To achieve that end, it would mean raising the government’s flood insurance rates to allow private insurers to be competitive. While President Donald Trump and Democrat leaders reached a deal to reauthorize the program in the short term, the issue and other big decisions, will need to be decided in December.

It’s going to be a sticky issue for lawmakers.

On the one side, there is the concern that raising the insurance rates would be more than some homeowners could afford. On the other side, just how long can government keep subsidizing insurance for homes in flood-prone areas, such as Houston and Galveston County.

Former President Obama signed into law a major overhaul of the flood insurance program in 2012. Included in that law was eliminating subsidies for homes that are repeatedly damaged by flooding and a hike in insurance prices.
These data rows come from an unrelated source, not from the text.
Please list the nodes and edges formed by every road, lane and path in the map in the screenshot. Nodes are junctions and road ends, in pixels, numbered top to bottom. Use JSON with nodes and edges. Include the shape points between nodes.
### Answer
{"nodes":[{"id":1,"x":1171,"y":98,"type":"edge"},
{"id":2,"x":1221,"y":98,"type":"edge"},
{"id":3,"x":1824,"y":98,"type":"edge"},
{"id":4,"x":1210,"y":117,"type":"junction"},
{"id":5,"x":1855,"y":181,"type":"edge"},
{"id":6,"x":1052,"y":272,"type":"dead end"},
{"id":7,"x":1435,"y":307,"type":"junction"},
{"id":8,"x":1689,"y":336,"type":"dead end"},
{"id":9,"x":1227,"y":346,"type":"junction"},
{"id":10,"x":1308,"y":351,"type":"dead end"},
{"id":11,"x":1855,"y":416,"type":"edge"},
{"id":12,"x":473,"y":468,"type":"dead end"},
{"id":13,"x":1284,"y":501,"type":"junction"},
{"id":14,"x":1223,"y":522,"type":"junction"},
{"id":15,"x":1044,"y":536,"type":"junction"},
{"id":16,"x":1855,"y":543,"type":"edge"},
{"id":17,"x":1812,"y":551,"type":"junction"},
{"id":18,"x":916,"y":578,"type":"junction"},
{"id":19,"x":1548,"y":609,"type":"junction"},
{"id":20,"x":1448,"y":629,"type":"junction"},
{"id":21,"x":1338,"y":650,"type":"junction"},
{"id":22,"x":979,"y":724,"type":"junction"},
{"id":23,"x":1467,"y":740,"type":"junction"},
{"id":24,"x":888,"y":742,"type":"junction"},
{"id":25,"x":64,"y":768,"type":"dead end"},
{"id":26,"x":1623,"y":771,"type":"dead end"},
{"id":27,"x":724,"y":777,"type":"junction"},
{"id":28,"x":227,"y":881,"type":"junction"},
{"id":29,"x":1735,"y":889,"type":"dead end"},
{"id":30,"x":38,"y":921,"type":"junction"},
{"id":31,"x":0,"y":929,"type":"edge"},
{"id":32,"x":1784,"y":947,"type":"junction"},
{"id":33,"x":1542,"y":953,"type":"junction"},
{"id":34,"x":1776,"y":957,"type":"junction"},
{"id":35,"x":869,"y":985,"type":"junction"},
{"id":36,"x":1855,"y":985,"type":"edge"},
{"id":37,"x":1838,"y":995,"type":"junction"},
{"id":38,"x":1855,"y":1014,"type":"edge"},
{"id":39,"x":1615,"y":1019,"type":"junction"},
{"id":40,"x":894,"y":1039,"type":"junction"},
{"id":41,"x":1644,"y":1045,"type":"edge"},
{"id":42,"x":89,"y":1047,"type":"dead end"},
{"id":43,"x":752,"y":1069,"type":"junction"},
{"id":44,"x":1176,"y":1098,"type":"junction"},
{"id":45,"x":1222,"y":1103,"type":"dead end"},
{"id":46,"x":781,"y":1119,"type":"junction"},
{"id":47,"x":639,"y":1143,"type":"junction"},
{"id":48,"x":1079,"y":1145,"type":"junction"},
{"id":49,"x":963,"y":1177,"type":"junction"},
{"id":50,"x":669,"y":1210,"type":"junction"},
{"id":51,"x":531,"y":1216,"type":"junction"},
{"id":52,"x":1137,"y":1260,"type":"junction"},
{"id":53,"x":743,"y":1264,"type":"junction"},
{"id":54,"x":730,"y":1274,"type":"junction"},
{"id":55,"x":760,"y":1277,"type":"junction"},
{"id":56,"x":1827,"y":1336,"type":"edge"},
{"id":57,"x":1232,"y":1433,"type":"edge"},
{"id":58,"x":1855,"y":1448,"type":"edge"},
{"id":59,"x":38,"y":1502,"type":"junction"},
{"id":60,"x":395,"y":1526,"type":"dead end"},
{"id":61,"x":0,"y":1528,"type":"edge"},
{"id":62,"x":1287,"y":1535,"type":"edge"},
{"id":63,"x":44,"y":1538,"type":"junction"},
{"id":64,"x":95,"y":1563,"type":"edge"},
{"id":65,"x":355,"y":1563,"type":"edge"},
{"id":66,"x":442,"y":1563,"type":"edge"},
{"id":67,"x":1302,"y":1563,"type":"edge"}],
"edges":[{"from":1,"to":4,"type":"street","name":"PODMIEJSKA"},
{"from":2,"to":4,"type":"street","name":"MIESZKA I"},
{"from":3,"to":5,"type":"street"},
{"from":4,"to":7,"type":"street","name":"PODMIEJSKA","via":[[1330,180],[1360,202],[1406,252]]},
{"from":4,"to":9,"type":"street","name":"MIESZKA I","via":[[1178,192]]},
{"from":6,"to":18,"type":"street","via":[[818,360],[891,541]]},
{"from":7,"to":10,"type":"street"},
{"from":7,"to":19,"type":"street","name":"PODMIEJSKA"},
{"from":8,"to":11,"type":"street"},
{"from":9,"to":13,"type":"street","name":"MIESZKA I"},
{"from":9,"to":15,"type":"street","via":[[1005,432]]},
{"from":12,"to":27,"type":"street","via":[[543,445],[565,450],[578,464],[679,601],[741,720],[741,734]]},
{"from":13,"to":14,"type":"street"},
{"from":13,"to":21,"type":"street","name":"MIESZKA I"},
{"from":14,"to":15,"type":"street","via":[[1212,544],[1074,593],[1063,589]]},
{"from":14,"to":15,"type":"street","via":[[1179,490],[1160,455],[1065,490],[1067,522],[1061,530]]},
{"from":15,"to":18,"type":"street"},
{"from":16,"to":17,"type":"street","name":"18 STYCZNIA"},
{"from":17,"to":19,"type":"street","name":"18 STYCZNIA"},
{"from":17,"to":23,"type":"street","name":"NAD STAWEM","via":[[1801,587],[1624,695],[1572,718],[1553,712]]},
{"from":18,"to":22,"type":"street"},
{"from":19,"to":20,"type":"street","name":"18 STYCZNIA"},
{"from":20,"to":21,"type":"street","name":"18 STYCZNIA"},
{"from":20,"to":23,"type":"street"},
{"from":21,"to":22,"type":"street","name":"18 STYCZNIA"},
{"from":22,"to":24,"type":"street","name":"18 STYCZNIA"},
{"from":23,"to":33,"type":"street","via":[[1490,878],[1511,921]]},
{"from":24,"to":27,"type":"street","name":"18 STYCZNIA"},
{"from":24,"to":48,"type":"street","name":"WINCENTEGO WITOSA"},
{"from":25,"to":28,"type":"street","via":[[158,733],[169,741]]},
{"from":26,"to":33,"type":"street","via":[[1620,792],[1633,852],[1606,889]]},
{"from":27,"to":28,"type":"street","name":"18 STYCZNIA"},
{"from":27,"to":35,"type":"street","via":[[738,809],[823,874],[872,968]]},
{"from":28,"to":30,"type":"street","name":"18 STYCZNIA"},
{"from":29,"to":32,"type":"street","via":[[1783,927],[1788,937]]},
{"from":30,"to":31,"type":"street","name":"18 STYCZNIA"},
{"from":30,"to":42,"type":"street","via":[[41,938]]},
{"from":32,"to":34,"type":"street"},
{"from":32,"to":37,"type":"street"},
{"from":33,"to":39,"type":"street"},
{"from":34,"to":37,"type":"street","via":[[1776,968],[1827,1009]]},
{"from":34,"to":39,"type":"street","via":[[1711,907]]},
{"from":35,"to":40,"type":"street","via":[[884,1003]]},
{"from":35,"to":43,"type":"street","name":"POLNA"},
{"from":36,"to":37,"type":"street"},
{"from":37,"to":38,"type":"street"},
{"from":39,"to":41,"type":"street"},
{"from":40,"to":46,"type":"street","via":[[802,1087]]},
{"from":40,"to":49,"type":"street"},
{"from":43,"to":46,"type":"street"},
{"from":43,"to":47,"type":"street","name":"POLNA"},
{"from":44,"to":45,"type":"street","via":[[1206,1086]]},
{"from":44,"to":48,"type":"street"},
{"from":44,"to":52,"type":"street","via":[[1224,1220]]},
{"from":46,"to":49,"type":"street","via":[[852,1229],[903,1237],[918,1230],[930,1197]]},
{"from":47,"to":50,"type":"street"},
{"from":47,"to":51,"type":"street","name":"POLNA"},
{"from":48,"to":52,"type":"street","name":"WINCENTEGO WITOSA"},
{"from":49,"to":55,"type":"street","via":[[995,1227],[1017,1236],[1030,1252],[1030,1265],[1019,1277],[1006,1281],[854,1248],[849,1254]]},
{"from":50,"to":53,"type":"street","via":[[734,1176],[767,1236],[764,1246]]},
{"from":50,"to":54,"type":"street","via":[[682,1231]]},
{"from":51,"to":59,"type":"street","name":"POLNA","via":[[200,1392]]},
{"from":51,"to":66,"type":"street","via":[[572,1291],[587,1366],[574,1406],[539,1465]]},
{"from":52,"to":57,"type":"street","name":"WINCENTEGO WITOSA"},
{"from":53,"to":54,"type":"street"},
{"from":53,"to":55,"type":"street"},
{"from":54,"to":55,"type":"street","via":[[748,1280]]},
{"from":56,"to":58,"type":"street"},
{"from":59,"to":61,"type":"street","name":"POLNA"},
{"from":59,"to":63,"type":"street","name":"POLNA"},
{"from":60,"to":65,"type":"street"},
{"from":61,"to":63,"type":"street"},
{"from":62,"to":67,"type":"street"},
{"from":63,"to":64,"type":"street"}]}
Facing pressure from some homeowners and their congressional representatives, Congress and Obama two years later passed another law that effectively undid the 2012 measure.
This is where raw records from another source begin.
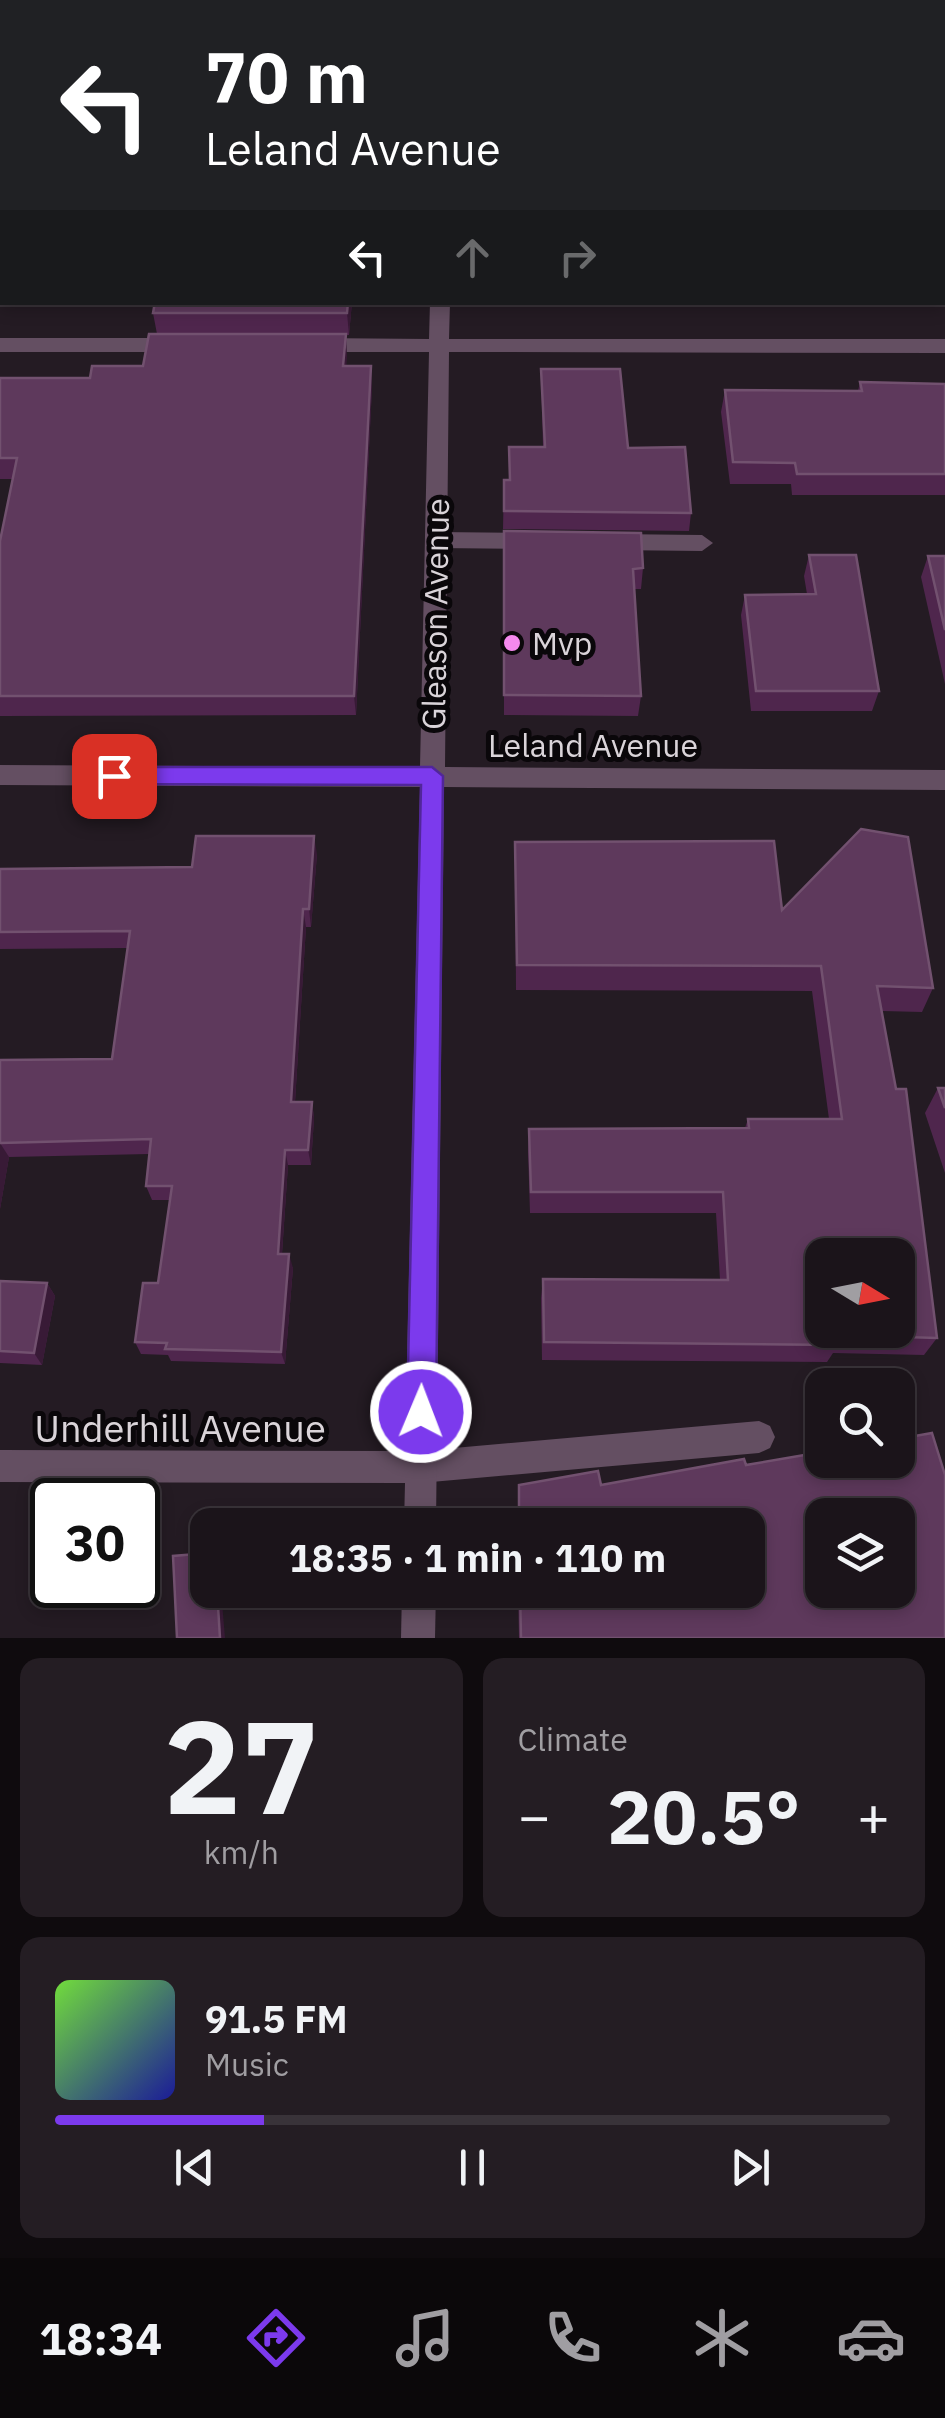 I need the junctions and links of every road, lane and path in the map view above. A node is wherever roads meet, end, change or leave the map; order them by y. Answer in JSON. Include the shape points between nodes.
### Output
{"nodes":[{"id":1,"x":440,"y":305,"type":"edge"},
{"id":2,"x":0,"y":345,"type":"edge"},
{"id":3,"x":194,"y":345,"type":"edge"},
{"id":4,"x":292,"y":345,"type":"edge"},
{"id":5,"x":439,"y":346,"type":"junction"},
{"id":6,"x":945,"y":346,"type":"edge"},
{"id":7,"x":436,"y":540,"type":"junction"},
{"id":8,"x":554,"y":541,"type":"edge"},
{"id":9,"x":591,"y":542,"type":"edge"},
{"id":10,"x":702,"y":544,"type":"dead end"},
{"id":11,"x":0,"y":776,"type":"edge"},
{"id":12,"x":432,"y":776,"type":"junction"},
{"id":13,"x":945,"y":780,"type":"edge"},
{"id":14,"x":759,"y":1437,"type":"dead end"},
{"id":15,"x":0,"y":1466,"type":"edge"},
{"id":16,"x":420,"y":1466,"type":"junction"},
{"id":17,"x":420,"y":1508,"type":"edge"},
{"id":18,"x":419,"y":1608,"type":"edge"},
{"id":19,"x":418,"y":1638,"type":"edge"}],
"edges":[{"from":1,"to":5,"type":"street","name":"Gleason Avenue"},
{"from":2,"to":3,"type":"street"},
{"from":4,"to":5,"type":"street"},
{"from":5,"to":6,"type":"street"},
{"from":5,"to":7,"type":"street","name":"Gleason Avenue"},
{"from":7,"to":8,"type":"street"},
{"from":7,"to":12,"type":"street","name":"Gleason Avenue"},
{"from":9,"to":10,"type":"street"},
{"from":11,"to":12,"type":"street","name":"Leland Avenue"},
{"from":12,"to":13,"type":"street","name":"Leland Avenue"},
{"from":12,"to":16,"type":"street","name":"Gleason Avenue"},
{"from":14,"to":16,"type":"street","name":"Underhill Avenue"},
{"from":15,"to":16,"type":"street","name":"Underhill Avenue"},
{"from":16,"to":17,"type":"street","name":"Gleason Avenue"},
{"from":18,"to":19,"type":"street"}]}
One problem, many officials have noted, is that too few property owners who need the insurance are buying it. In Houston, less that one in three houses in flooded areas had the insurance. Another problem is that construction has continued in low-lying areas, a practice proponents of overhauling the program say encourages more people to build in flood-prone areas. The government then is forced to rebuild their homes after every flood at taxpayer expense.

It’s clear, though, that the program is not working the way it was intended.

When it was enacted in 1968, many policymakers argued the lack of private-sector flood insurance was a market failure that should be corrected by the government. However, the only way to make insurance affordable was to subsidize premiums, which has led to the financial jam the program is in.

Through the years, there have been attempts to reform the program. Very little progress has been made, though.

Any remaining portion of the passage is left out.